Это «чувственное знание», которое мы получаем от объектов вне нас, которые непосредственно соответствуют нашим идеям о них. Когда мы видим друга ежедневно, то у нас есть прямое чувственное знание о нем. Это знание очень сильно отличается от такой же воображаемой картины, которую мы формируем, вспоминая о нем в его отсутствие. Эти воспоминания, в отличие от непосредственного опыта, могут быть ошибочными или подверженными сомнению. Чувственное знание может быть менее определенным, чем интуитивное или доказательное знание, но оно не подвержено серьезным сомнениям. Благодаря устойчивости и повторяемости таких видов опыта мы можем спокойно принять мысль, что подобные внешние объекты точно соответствуют нашим идеям о них. Это серьезное предположение, поскольку, по-видимому, оно стоит в одном ряду со «здравым смыслом». Но при более пристальном рассмотрении через призму множества философских проблем оно кажется слабо обоснованным. (Как можем мы быть уверенными, что скала действительно совпадает с нашим ее восприятием, если это восприятие происходит из органов чувств, которые не имеют никакого отношения к этой скале? В каком смысле скала сходна с реакцией моей сетчатки, с ощущениями нервных окончаний моих пальцев?) Это были предстоящие проблемы, проблемы, которые стоят на пути любого нового взгляда на мир. Сам взгляд — вот что действительно важно. Этот эмпиризм нанес старым идеям схоластов такой удар, от которого они так и не смогли оправиться.

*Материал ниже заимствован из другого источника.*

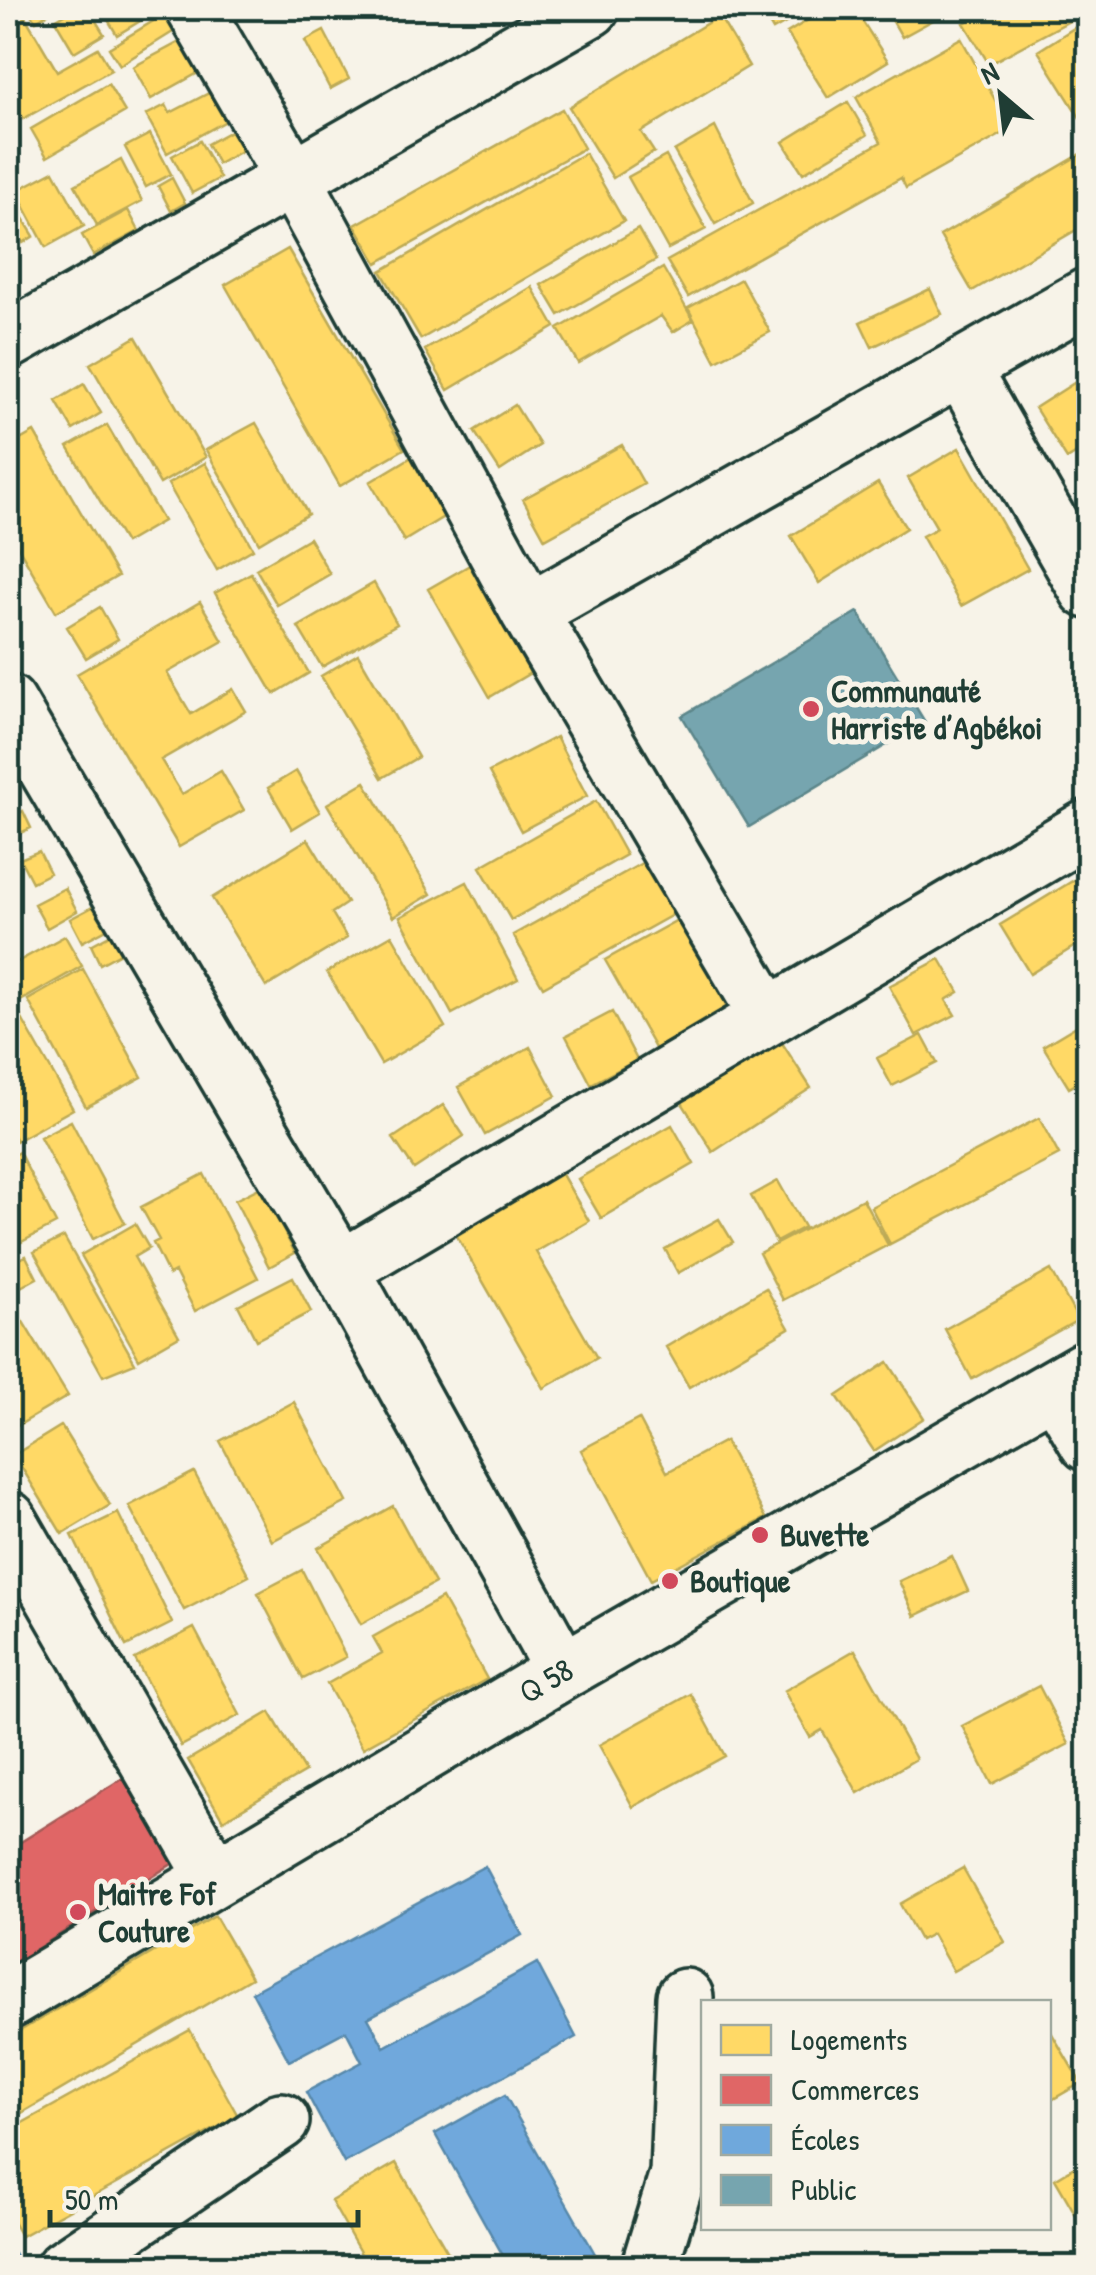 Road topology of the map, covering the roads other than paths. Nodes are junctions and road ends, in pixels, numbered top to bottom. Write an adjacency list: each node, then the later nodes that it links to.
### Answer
1 (194, 8): 3 (street)
2 (591, 8): 3 (street)
3 (294, 180): 5 (street); 8 (street)
4 (1088, 296): 6 (street)
5 (8, 341)
6 (962, 370): 7 (street); 8 (street)
7 (1088, 590)
8 (529, 612): 12 (street)
9 (8, 702): 10 (street)
10 (26, 774): 13 (street)
11 (1088, 828): 12 (street)
12 (767, 1014): 13 (street)
13 (341, 1269): 17 (street)
14 (1072, 1378): 15 (street); 17 (street, Q 58)
15 (1088, 1442)
16 (9, 1524): 18 (street)
17 (563, 1671): 18 (street, Q 58)
18 (215, 1878): 20 (street, Q 58)
19 (685, 1997): 24 (street)
20 (8, 2001)
21 (281, 2120): 22 (street)
22 (133, 2248): 23 (street)
23 (64, 2268)
24 (648, 2268)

Локк отвергал учение Аристотеля, в соответствии с которым слова, с помощью которых мы систематизируем вещи, соответствуют «действительной сущности» этих вещей. Согласно этому утверждению, слово яблоко соответствовало «материальной форме», олицетворяемый всеми яблоками.
Локк, со своей стороны, заменил сущно сти на идеи, что было не просто формальностью.

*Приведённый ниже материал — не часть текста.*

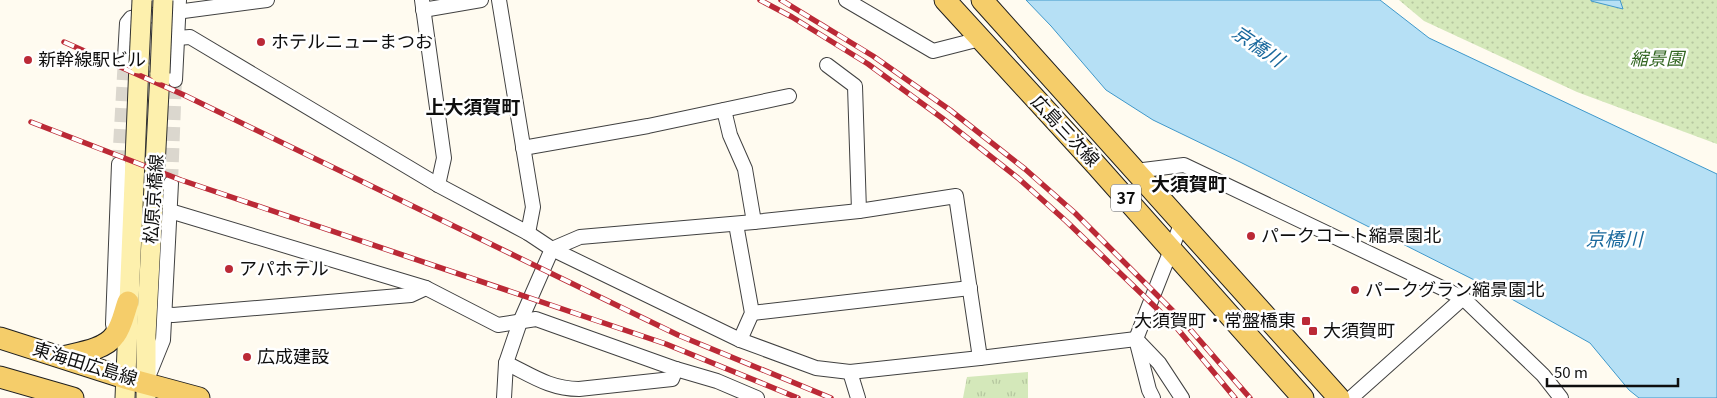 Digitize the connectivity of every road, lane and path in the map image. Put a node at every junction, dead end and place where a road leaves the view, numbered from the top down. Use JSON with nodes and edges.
{"nodes":[{"id":1,"x":142,"y":0,"type":"edge"},
{"id":2,"x":163,"y":0,"type":"edge"},
{"id":3,"x":266,"y":0,"type":"edge"},
{"id":4,"x":481,"y":0,"type":"edge"},
{"id":5,"x":499,"y":0,"type":"edge"},
{"id":6,"x":846,"y":0,"type":"edge"},
{"id":7,"x":945,"y":0,"type":"edge"},
{"id":8,"x":982,"y":0,"type":"edge"},
{"id":9,"x":422,"y":5,"type":"edge"},
{"id":10,"x":178,"y":6,"type":"edge"},
{"id":11,"x":177,"y":38,"type":"junction"},
{"id":12,"x":980,"y":39,"type":"junction"},
{"id":13,"x":125,"y":58,"type":"tunnel mouth"},
{"id":14,"x":827,"y":65,"type":"dead end"},
{"id":15,"x":175,"y":80,"type":"tunnel mouth"},
{"id":16,"x":789,"y":96,"type":"dead end"},
{"id":17,"x":724,"y":110,"type":"junction"},
{"id":18,"x":523,"y":148,"type":"junction"},
{"id":19,"x":119,"y":164,"type":"tunnel mouth"},
{"id":20,"x":1134,"y":171,"type":"junction"},
{"id":21,"x":171,"y":183,"type":"tunnel mouth"},
{"id":22,"x":438,"y":185,"type":"junction"},
{"id":23,"x":170,"y":210,"type":"junction"},
{"id":24,"x":859,"y":211,"type":"junction"},
{"id":25,"x":754,"y":222,"type":"junction"},
{"id":26,"x":1182,"y":222,"type":"junction"},
{"id":27,"x":736,"y":224,"type":"junction"},
{"id":28,"x":528,"y":233,"type":"junction"},
{"id":29,"x":1171,"y":248,"type":"junction"},
{"id":30,"x":552,"y":249,"type":"junction"},
{"id":31,"x":426,"y":288,"type":"junction"},
{"id":32,"x":970,"y":288,"type":"junction"},
{"id":33,"x":1463,"y":298,"type":"junction"},
{"id":34,"x":128,"y":302,"type":"junction"},
{"id":35,"x":752,"y":313,"type":"junction"},
{"id":36,"x":166,"y":314,"type":"junction"},
{"id":37,"x":520,"y":322,"type":"junction"},
{"id":38,"x":115,"y":335,"type":"junction"},
{"id":39,"x":0,"y":338,"type":"edge"},
{"id":40,"x":1136,"y":339,"type":"junction"},
{"id":41,"x":740,"y":340,"type":"junction"},
{"id":42,"x":62,"y":357,"type":"junction"},
{"id":43,"x":980,"y":358,"type":"junction"},
{"id":44,"x":506,"y":363,"type":"junction"},
{"id":45,"x":676,"y":369,"type":"junction"},
{"id":46,"x":850,"y":372,"type":"junction"},
{"id":47,"x":0,"y":377,"type":"edge"},
{"id":48,"x":125,"y":388,"type":"edge"},
{"id":49,"x":146,"y":390,"type":"edge"},
{"id":50,"x":73,"y":398,"type":"edge"},
{"id":51,"x":199,"y":398,"type":"edge"},
{"id":52,"x":504,"y":398,"type":"edge"},
{"id":53,"x":757,"y":398,"type":"edge"},
{"id":54,"x":858,"y":398,"type":"edge"},
{"id":55,"x":1153,"y":398,"type":"edge"},
{"id":56,"x":1182,"y":398,"type":"edge"},
{"id":57,"x":1303,"y":398,"type":"edge"},
{"id":58,"x":1339,"y":398,"type":"edge"},
{"id":59,"x":1351,"y":398,"type":"edge"},
{"id":60,"x":1561,"y":398,"type":"edge"}],
"edges":[{"from":1,"to":34,"type":"street","name":"松原京橋線","bridge":true},
{"from":2,"to":49,"type":"street","name":"松原京橋線","bridge":true},
{"from":3,"to":10,"type":"street"},
{"from":4,"to":9,"type":"street"},
{"from":5,"to":18,"type":"street"},
{"from":6,"to":12,"type":"street"},
{"from":7,"to":12,"type":"main road","name":"広島三次線","number":"37"},
{"from":8,"to":20,"type":"main road","name":"広島三次線","number":"37"},
{"from":9,"to":22,"type":"street"},
{"from":10,"to":11,"type":"street"},
{"from":10,"to":13,"type":"street"},
{"from":11,"to":15,"type":"street"},
{"from":11,"to":22,"type":"street"},
{"from":12,"to":29,"type":"main road","name":"広島三次線","number":"37"},
{"from":14,"to":24,"type":"street"},
{"from":16,"to":17,"type":"street"},
{"from":17,"to":18,"type":"street"},
{"from":17,"to":25,"type":"street"},
{"from":18,"to":28,"type":"street"},
{"from":19,"to":38,"type":"street"},
{"from":20,"to":26,"type":"main road","name":"広島三次線","number":"37"},
{"from":20,"to":33,"type":"street"},
{"from":21,"to":23,"type":"street"},
{"from":22,"to":28,"type":"street"},
{"from":23,"to":31,"type":"street"},
{"from":23,"to":36,"type":"street"},
{"from":24,"to":25,"type":"street"},
{"from":24,"to":32,"type":"street"},
{"from":25,"to":27,"type":"street"},
{"from":26,"to":29,"type":"street"},
{"from":26,"to":58,"type":"main road","name":"広島三次線","number":"37"},
{"from":27,"to":30,"type":"street"},
{"from":27,"to":35,"type":"street"},
{"from":28,"to":30,"type":"street"},
{"from":29,"to":40,"type":"street"},
{"from":29,"to":57,"type":"main road","name":"広島三次線","number":"37"},
{"from":30,"to":37,"type":"street"},
{"from":30,"to":41,"type":"street"},
{"from":31,"to":36,"type":"street"},
{"from":31,"to":37,"type":"street"},
{"from":32,"to":35,"type":"street"},
{"from":32,"to":43,"type":"street"},
{"from":33,"to":59,"type":"street"},
{"from":33,"to":60,"type":"street"},
{"from":34,"to":38,"type":"main road"},
{"from":34,"to":48,"type":"street","name":"松原京橋線"},
{"from":35,"to":41,"type":"street"},
{"from":36,"to":49,"type":"street"},
{"from":37,"to":44,"type":"street"},
{"from":37,"to":45,"type":"street"},
{"from":38,"to":42,"type":"main road"},
{"from":38,"to":48,"type":"street"},
{"from":39,"to":42,"type":"main road","name":"東海田広島線"},
{"from":40,"to":43,"type":"street"},
{"from":40,"to":55,"type":"street"},
{"from":40,"to":56,"type":"street"},
{"from":41,"to":46,"type":"street"},
{"from":42,"to":48,"type":"main road","name":"東海田広島線"},
{"from":43,"to":46,"type":"street"},
{"from":44,"to":45,"type":"street"},
{"from":44,"to":52,"type":"street"},
{"from":45,"to":53,"type":"street"},
{"from":46,"to":54,"type":"street"},
{"from":47,"to":50,"type":"main road","name":"東海田広島線"},
{"from":48,"to":49,"type":"main road","name":"東海田広島線"},
{"from":49,"to":51,"type":"main road","name":"東海田広島線"}]}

Это утверждение ознаменовало глубокую перемену в том, как мы воспринимаем окружающий нас мир. Вместо того чтобы быть чем-то внутри вещи, как ее сущность, идея представляла собой сугубо умственное построение. Воспринимая множество яблок, мы приходим к слову яблоко как к полезному систематизирующему понятию. Такие идеи «принадлежат не действительной сущности вещей; они представляют собой изобретение и творение понимания, созданные им для своих собственных потребностей». Опыт является основой нашего знания, и разум научно обрабатывает его.
В отличие от вещи, соответствующей невидимым, абстрактным сущностям или «материальным формам», полученное таким образом знание полезно и практично.
В 1688 году англичане решили, что больше не хотят видеть королем Якова II, вследствие чего произошла так называемая Славная революция.
С просьбой занять престол они обратились к голландскому протестанту Вильгельму, принцу Оранскому, однако тот должен был согласиться с определенными строгими условиями, которые оставляли реальную власть в руках Парламента.
Вильям приплыл из Голландии, а через несколько месяцев его примеру последовала его жена Мария. Марию, принцессу Оранскую, сопровождал Локк, который возвратился в Англию в самом начале Славной революции.
Теперь ничто не мешало Локку опубликовать свой«Опыт о человеческом разумении», что в 1689 году он и сделал (хотя на обложке стоит дата 1690 год). Желанию Локка очистить «от мусора путь к знанию» прямо противоречил тот факт, что вскоре после выхода в свет его работа попала под огонь критики, особенно со стороны Лейбница. В надежде избежать дальнейших критических оценок, в авторском экземпляре книги Локк начал быстро, еще до выхода в свет последующих изданий работы, делать серьезные изменения, давая отпор каждому из появлявшихся отзывов. (Этот процесс работы над философией можно наблюдать в первом издании книги, которое хранится в Британском музее, где рукой Локка сделаны подробные исправления.) В 1698 году выходит в свет еще одна великая работа Локка «Два трактата о правлении». Этот труд был первоначально написан в 1681 году, однако публикация такой либеральной политической книги была бы в тот период слишком опасной.
Во время своего вынужденного пребывания в Голландии Локк переписывал части этой работы.
Вернувшись в Англию, он поддержал Славную революцию, в свете чего им были сделаны дальнейшие изменения в содержании своего произведения.